---------- RECORDS PROVIDED ----------

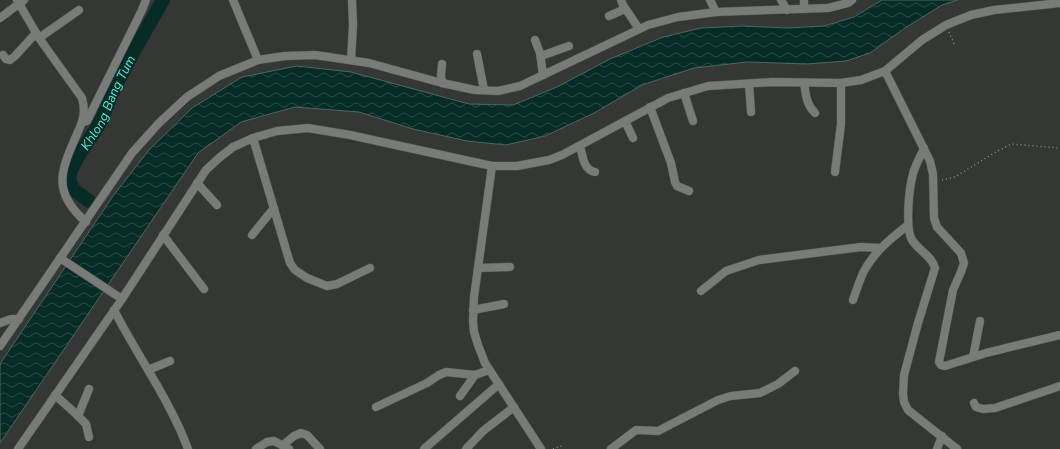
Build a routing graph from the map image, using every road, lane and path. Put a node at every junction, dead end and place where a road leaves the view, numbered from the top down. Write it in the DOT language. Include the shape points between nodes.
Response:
graph roads {
  1 [pos="146,0"];
  2 [pos="233,0"];
  3 [pos="352,0"];
  4 [pos="621,0"];
  5 [pos="710,0"];
  6 [pos="781,0"];
  7 [pos="804,0"];
  8 [pos="852,0"];
  9 [pos="20,1"];
  10 [pos="1060,3"];
  11 [pos="827,4"];
  12 [pos="625,8"];
  13 [pos="804,9"];
  14 [pos="79,10"];
  15 [pos="787,10"];
  16 [pos="716,12"];
  17 [pos="609,16"];
  18 [pos="0,18"];
  19 [pos="946,25"];
  20 [pos="639,29"];
  21 [pos="38,35"];
  22 [pos="535,40"];
  23 [pos="954,44"];
  24 [pos="569,46"];
  25 [pos="478,54"];
  26 [pos="3,55"];
  27 [pos="541,56"];
  28 [pos="258,60"];
  29 [pos="351,60"];
  30 [pos="442,64"];
  31 [pos="885,71"];
  32 [pos="543,76"];
  33 [pos="442,82"];
  34 [pos="804,83"];
  35 [pos="841,83"];
  36 [pos="749,84"];
  37 [pos="484,90"];
  38 [pos="684,93"];
  39 [pos="650,107"];
  40 [pos="751,112"];
  41 [pos="815,113"];
  42 [pos="624,121"];
  43 [pos="82,122"];
  44 [pos="693,122"];
  45 [pos="253,138"];
  46 [pos="633,138"];
  47 [pos="580,146"];
  48 [pos="924,148"];
  49 [pos="1060,148"];
  50 [pos="492,166"];
  51 [pos="596,172"];
  52 [pos="834,172"];
  53 [pos="933,182"];
  54 [pos="198,183"];
  55 [pos="689,191"];
  56 [pos="217,205"];
  57 [pos="274,208"];
  58 [pos="86,222"];
  59 [pos="908,225"];
  60 [pos="164,235"];
  61 [pos="252,235"];
  62 [pos="881,248"];
  63 [pos="60,258"];
  64 [pos="510,267"];
  65 [pos="370,268"];
  66 [pos="478,268"];
  67 [pos="204,289"];
  68 [pos="701,291"];
  69 [pos="122,299"];
  70 [pos="853,300"];
  71 [pos="504,304"];
  72 [pos="114,310"];
  73 [pos="473,310"];
  74 [pos="19,319"];
  75 [pos="980,321"];
  76 [pos="0,323"];
  77 [pos="1060,335"];
  78 [pos="0,346"];
  79 [pos="973,357"];
  80 [pos="170,361"];
  81 [pos="148,370"];
  82 [pos="489,370"];
  83 [pos="794,371"];
  84 [pos="475,375"];
  85 [pos="499,384"];
  86 [pos="1060,386"];
  87 [pos="89,389"];
  88 [pos="55,396"];
  89 [pos="460,396"];
  90 [pos="974,403"];
  91 [pos="376,407"];
  92 [pos="514,407"];
  93 [pos="78,416"];
  94 [pos="90,436"];
  95 [pos="942,436"];
  96 [pos="564,445"];
  97 [pos="286,447"];
  98 [pos="18,449"];
  99 [pos="188,449"];
  100 [pos="256,449"];
  101 [pos="320,449"];
  102 [pos="424,449"];
  103 [pos="466,449"];
  104 [pos="541,449"];
  105 [pos="553,449"];
  106 [pos="611,449"];
  107 [pos="937,449"];
  108 [pos="957,449"];
  1 -- 43 [label="street" via="95,107 87,121"];
  2 -- 28 [label="street"];
  3 -- 29 [label="street"];
  4 -- 12 [label="street"];
  5 -- 16 [label="street"];
  6 -- 15 [label="street"];
  7 -- 13 [label="street"];
  8 -- 11 [label="street"];
  9 -- 18 [label="street"];
  9 -- 21 [label="street"];
  10 -- 19 [label="street" via="994,10 971,15"];
  11 -- 13 [label="street"];
  12 -- 17 [label="street"];
  12 -- 20 [label="street"];
  13 -- 15 [label="street"];
  14 -- 21 [label="street"];
  15 -- 16 [label="street"];
  16 -- 20 [label="street" via="678,17"];
  19 -- 23 [label="path"];
  19 -- 31 [label="street" via="922,40"];
  20 -- 32 [label="street"];
  21 -- 26 [label="street" via="10,60"];
  21 -- 43 [label="street" via="82,98 85,106"];
  22 -- 27 [label="street"];
  24 -- 27 [label="street"];
  25 -- 37 [label="street"];
  27 -- 32 [label="street"];
  28 -- 29 [label="street" via="315,55"];
  28 -- 58 [label="street" via="219,76 187,97 159,123 132,153"];
  29 -- 33 [label="street"];
  30 -- 33 [label="street"];
  31 -- 35 [label="street" via="861,80"];
  31 -- 48 [label="street"];
  32 -- 37 [label="street" via="520,86 498,91"];
  33 -- 37 [label="street"];
  34 -- 35 [label="street"];
  34 -- 36 [label="street"];
  34 -- 41 [label="street" via="806,100"];
  35 -- 52 [label="street" via="841,124"];
  36 -- 38 [label="street" via="708,86"];
  36 -- 40 [label="street"];
  38 -- 39 [label="street"];
  38 -- 44 [label="street"];
  39 -- 42 [label="street"];
  39 -- 55 [label="street" via="671,163 675,182 677,186"];
  42 -- 46 [label="street"];
  42 -- 47 [label="street"];
  43 -- 58 [label="street" via="64,163 62,183 66,200 76,214"];
  45 -- 50 [label="street" via="277,130 308,128"];
  45 -- 54 [label="street" via="219,158 206,170"];
  45 -- 57 [label="street"];
  47 -- 50 [label="street" via="541,161 517,166"];
  47 -- 51 [label="street" via="585,167"];
  48 -- 53 [label="street" via="930,161"];
  48 -- 59 [label="street" via="913,173"];
  49 -- 53 [label="path" via="1011,144 955,177"];
  50 -- 66 [label="street"];
  53 -- 79 [label="street" via="934,218 937,227 961,253 964,263 953,290 940,362 945,366"];
  54 -- 56 [label="street"];
  54 -- 60 [label="street"];
  57 -- 61 [label="street"];
  57 -- 65 [label="street" via="290,263 307,278 327,286 337,284"];
  58 -- 63 [label="street"];
  59 -- 62 [label="street"];
  59 -- 95 [label="street" via="910,237 916,247 933,262 935,268 904,375 904,402 908,410"];
  60 -- 67 [label="street"];
  60 -- 69 [label="street"];
  62 -- 68 [label="street" via="861,246 759,260 726,271"];
  62 -- 70 [label="street" via="872,257"];
  63 -- 69 [label="street"];
  63 -- 74 [label="street"];
  64 -- 66 [label="street"];
  66 -- 73 [label="street"];
  69 -- 72 [label="street"];
  71 -- 73 [label="street"];
  72 -- 81 [label="street"];
  72 -- 88 [label="street"];
  73 -- 82 [label="street" via="478,345"];
  74 -- 76 [label="street"];
  74 -- 78 [label="street"];
  75 -- 79 [label="street"];
  77 -- 79 [label="street"];
  80 -- 81 [label="street"];
  81 -- 99 [label="street"];
  82 -- 84 [label="street"];
  82 -- 85 [label="street"];
  83 -- 106 [label="street" via="778,384 760,393 718,400 658,431 636,430"];
  84 -- 89 [label="street"];
  84 -- 91 [label="street" via="446,372 439,374 427,383"];
  85 -- 92 [label="street"];
  85 -- 102 [label="street"];
  86 -- 90 [label="street" via="995,408 983,409 976,407"];
  87 -- 93 [label="street"];
  88 -- 93 [label="street"];
  88 -- 98 [label="street"];
  92 -- 103 [label="street" via="483,431"];
  92 -- 104 [label="street"];
  93 -- 94 [label="street" via="86,424"];
  95 -- 107 [label="street"];
  95 -- 108 [label="street"];
  96 -- 105 [label="path"];
  97 -- 100 [label="street" via="274,441"];
  97 -- 101 [label="street" via="294,436 301,433 307,435"];
}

----------

→ **WHAT YOU ARE ASKED TO DO**
How many lines of the listing above include the word "path"? State the number and nothing else.

→ **EXPECTED ANSWER**
4